I.
Últimamente pido disculpas demasiadas veces. Ciertamente, no sé si es un hecho postivo, y no puedo decir, como siempre hago, que me venga al pairo. No estoy hablando de pisar a alguien en el metro o golpear con la bolsa cargada de libros a una señora de riguroso luto asida al brazo de su hija, que no por ser hija sigue siendo joven. Hablo, escribo, del perturbante hecho de reconocer el error. Sentimos el error como una pierna clavada en el fango que no se ha de liberar, no porque no se quiera sino porque no se puede, porque movemos y removemos la pierna arremolinando el barro, como si fuera el solitario aspa de una hélice condenada a no levantar el vuelo. Más nos valiera cortarnos la pierna y abandonarla, inerte, en la movediza arena.

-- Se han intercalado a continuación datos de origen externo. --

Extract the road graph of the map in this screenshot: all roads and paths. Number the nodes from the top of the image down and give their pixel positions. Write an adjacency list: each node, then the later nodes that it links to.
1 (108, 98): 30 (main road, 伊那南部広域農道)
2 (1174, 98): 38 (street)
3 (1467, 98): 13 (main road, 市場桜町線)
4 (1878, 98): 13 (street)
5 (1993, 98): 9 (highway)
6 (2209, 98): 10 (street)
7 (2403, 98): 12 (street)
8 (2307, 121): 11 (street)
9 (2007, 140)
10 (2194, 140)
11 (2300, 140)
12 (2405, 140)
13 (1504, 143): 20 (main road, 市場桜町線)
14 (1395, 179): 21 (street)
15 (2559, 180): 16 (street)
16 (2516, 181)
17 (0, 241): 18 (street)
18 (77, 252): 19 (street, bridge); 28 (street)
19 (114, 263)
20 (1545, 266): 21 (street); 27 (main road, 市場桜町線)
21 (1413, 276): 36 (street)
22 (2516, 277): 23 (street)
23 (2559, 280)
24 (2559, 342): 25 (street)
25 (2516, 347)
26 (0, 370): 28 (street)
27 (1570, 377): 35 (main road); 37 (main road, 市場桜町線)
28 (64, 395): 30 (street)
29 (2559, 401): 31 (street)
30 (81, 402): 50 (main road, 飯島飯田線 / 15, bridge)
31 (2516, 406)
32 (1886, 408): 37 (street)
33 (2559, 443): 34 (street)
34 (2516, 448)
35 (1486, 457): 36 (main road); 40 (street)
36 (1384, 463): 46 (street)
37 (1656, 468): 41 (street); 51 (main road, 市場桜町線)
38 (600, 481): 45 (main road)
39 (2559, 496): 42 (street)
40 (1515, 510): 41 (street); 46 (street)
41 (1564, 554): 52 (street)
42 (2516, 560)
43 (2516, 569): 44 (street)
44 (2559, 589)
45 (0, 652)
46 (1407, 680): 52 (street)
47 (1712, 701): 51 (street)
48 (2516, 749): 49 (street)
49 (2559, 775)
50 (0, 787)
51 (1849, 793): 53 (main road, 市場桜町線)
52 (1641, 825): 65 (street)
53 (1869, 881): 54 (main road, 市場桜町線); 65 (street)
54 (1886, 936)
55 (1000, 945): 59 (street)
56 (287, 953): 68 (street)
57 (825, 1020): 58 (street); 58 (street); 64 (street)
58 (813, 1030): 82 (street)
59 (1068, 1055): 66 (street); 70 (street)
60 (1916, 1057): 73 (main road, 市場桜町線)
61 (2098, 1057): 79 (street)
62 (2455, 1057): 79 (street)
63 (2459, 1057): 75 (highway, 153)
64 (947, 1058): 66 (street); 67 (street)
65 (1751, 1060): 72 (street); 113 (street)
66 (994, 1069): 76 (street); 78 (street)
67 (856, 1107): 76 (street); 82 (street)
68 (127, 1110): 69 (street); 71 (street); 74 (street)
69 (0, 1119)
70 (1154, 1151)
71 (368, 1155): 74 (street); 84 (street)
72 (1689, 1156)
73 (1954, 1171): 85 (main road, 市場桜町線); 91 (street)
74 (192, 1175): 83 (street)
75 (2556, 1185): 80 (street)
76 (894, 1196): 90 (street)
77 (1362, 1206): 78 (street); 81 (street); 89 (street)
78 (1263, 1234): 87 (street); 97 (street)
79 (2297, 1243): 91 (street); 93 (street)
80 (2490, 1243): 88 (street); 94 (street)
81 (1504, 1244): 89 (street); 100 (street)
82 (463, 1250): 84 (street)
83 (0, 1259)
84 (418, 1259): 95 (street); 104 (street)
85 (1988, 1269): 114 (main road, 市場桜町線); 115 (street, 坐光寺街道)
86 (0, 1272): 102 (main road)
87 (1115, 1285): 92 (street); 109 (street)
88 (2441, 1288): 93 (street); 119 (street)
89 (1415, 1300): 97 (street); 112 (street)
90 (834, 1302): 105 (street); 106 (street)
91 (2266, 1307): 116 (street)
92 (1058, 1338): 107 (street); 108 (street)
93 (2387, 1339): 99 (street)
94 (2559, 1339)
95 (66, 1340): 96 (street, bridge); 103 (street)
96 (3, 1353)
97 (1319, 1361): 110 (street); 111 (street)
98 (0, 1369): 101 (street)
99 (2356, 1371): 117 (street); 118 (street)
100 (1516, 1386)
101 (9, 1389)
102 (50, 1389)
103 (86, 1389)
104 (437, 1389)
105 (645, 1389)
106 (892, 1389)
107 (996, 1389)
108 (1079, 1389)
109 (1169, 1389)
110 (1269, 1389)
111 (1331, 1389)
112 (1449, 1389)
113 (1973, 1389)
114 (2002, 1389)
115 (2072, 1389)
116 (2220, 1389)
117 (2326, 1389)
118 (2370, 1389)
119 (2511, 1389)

Más nos valiera, sí, mas no arreglaríamos problema alguno. Ni falta que hace eructarán, y morirán con sus miserias y un muñón gangrenado invadiéndoles las entrañas, copulando con sus amargos jugos gástricos, encargando a parisinas cigüeñas miríadas de gusanos que devoran la pierna huérfana y enfangada, oxigenando el barro yermo. Viva la vida gritan, muera la muerte.
Me disculpo, enésima de las disculpas de hoy, porque vuela mi bolígrafo azul y no mi mente. Infinito error que me aboca al fracaso que no alcanzo a regatear, por más quiebros, recortes o bicicletas que me empeño en repetir pisando la cal.
II.
Ya estamos, otra vez, ensuciando con palabras una página en blanco.
III.
Y así, pedir perdón sea inutil y no importe. Así, se retuerzan las lombrices en las cuencas de los ojos de los preciosos cadáveres que abandonemos ancianos en el lodo, junto a la pierna amputada. Morir joven es un invento de Holliwood dijo; y pedalea un cuerpo ausente de tronco, apenas un par de sutiles piernas alocadas como un niño girando sobre sí mismo, así fueron mis primeros pedos dijo, y empezó a volar, y por más quiebros, recortes o bicicletas que ensayó frente al espejo siempre se sentaba en el banco de piedra mientras los demás pateaban aquél amorfo balón hecho de gomaespuma, papeles viejos y cinta aislante, y repasaba en su cabeza los túneles que tiraría a esos bastardos si un día le dejasen jugar. Y así, después de humillarles, uno a uno, pedirles perdón. Una disculpa hipócrita que también había ensayado una y mil veces frente al vetusto espejo; y revanarles los cuellos, uno a uno, con una encantadora sonrisa atravesando la cara, la mismísima jeta demoníaca que esconden los angelotes rubios clonados del efervescente adolescente de El lago azul.
IV.
Pero nadie espera que alguien le venga a pedir perdón al encontrarnos tirados en el piso después de un quiebro, después de un recorte de salario, o después de que te roben la bicicleta en la puta puerta de tu casa, por mucho que cada segundo que pasa aumentan las posibilidades de haber candado la bici al aire. ¡Eh, ahí tenemos el error! ¿Y después del error viene el perdón, no? Pues hoy no, hoy sólo pediré perdón cuando le abra la cabeza al ladrón. ¡Qué ya está bien, hombre, que parecemos tontos!